Erigée en tribunal, la Convention est partagée entre ceux qui sont partisans de la mort immédiate, ceux qui préfèrent appliquer un sursis à l’exécution du jugement, et les plus modérés qui optent pour le bannissement. Dans un contexte d’emballement de la Révolution qui annonce la Terreur, les débats enfiévrés sont rythmés par de longues interventions témoignant de la violence des affrontements entre Montagnards et Girondins (dico). Tous les ténors de l’Assemblée participent à ces joutes oratoires qui se déroulent sous la pression des sans-culottes. Voici quelques extraits des principaux tribuns :
Dès le 13 novembre 1792, Saint-Just, le jeune député de l’Aisne, dans un discours aux accents incantatoires, porte les premiers coups au roi : « Le procès doit être fait à un roi. Non point pour les crimes de son administration. Mais pour celui d’avoir été roi car rien au monde ne peut légitimer cette usurpation ; et de quelque illusion, de quelques conventions que la royauté s’enveloppe, elle est un crime éternel contre lequel tout homme a le droit de s’élever et de s’armer (…) On ne peut point régner innocemment. La folie est trop évidente. Tout roi est un rebelle et un usurpateur. »
À travers ces formules, Saint-Just dépasse les accusations de trahison, il s’attaque au régime politique de la monarchie qui est assimilé par nature à une tyrannie. Selon lui, exécuter Louis XVI, c’est mettre fin symboliquement et politiquement à la royauté.

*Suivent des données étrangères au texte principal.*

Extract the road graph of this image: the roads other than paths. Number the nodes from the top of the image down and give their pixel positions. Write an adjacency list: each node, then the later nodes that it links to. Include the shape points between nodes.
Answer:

Le 27 décembre, il reprend la parole exhortant les députés à se montrer implacables : « Ce jour va décider de la République ; elle est morte, et c’en est fait, si le tyran reste impuni. Les ennemis du bien public reparaissent, ils se parlent, ils se réunissent, ils espèrent ; la tyrannie ramasse ses débris, comme un reptile renoue ses tronçons. Tous les méchants sont pour le roi : qui donc ici sera pour lui ? La pitié hypocrite est sur les lèvres des uns, la colère sur celles des autres ; tout est employé pour corrompre ou pour effrayer les cœurs. Assurez-vous, dans un autre temps, la reconnaissance du peuple en vous montrant sévères. »

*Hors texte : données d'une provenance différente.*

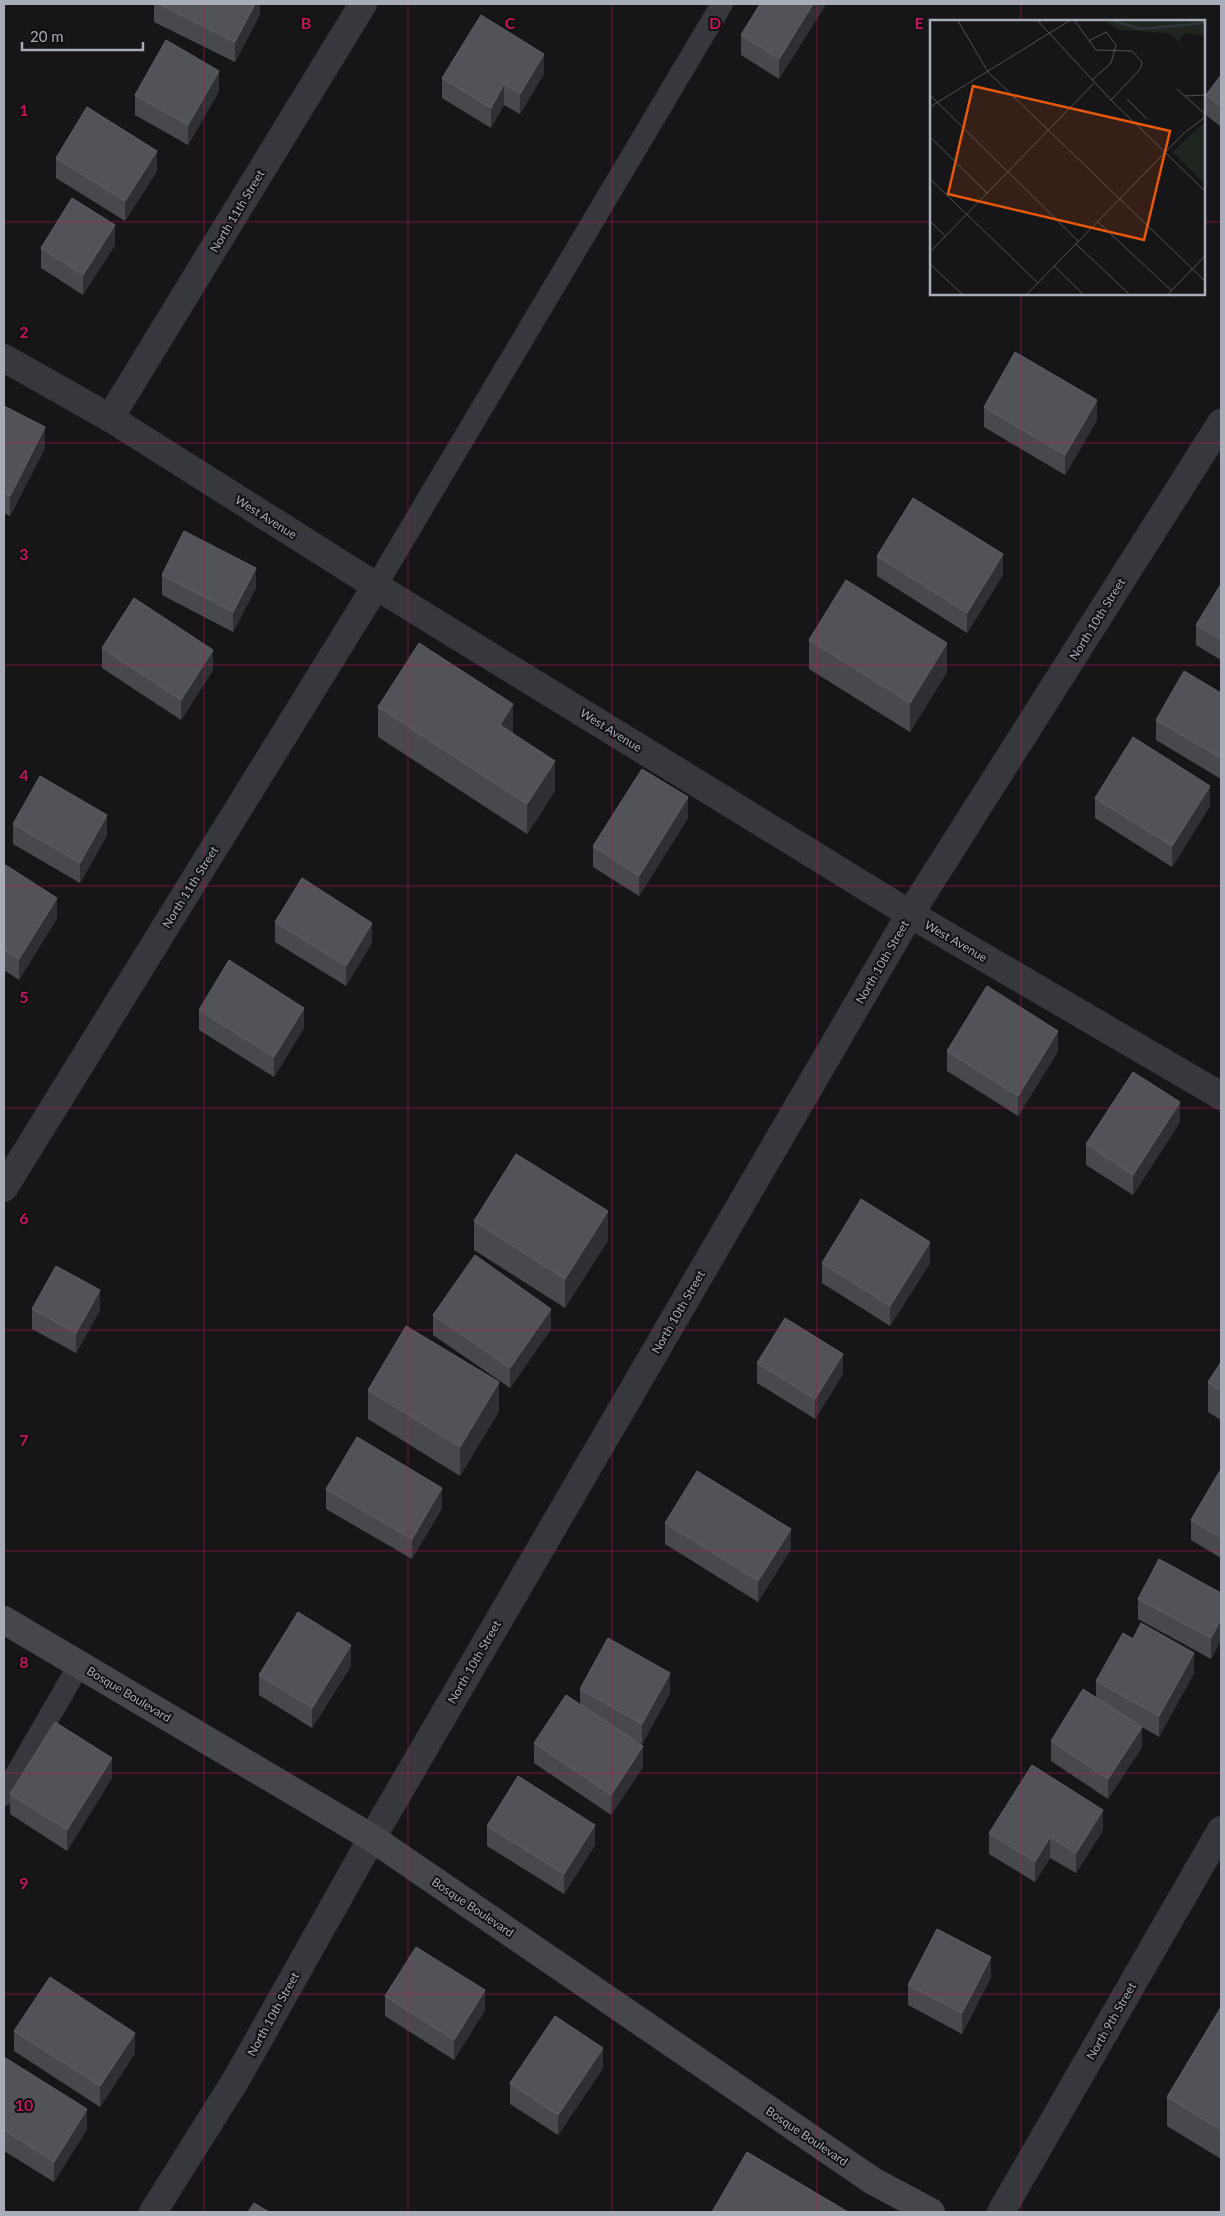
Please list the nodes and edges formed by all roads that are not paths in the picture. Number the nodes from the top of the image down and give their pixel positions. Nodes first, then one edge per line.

Robespierre enfonce le clou s’adressant à ses collègues : « Louis n'est point un accusé. Vous n'êtes point des juges. Vous n'êtes, vous ne pouvez être que des hommes d’État, et les représentants de la nation. Vous n'avez point une sentence à rendre pour ou contre un homme, mais une mesure de salut public à prendre, un acte de providence nationale à exercer. [...] Je prononce à regret cette fatale vérité... mais Louis doit mourir, parce qu'il faut que la patrie vive. » (3 décembre 1792)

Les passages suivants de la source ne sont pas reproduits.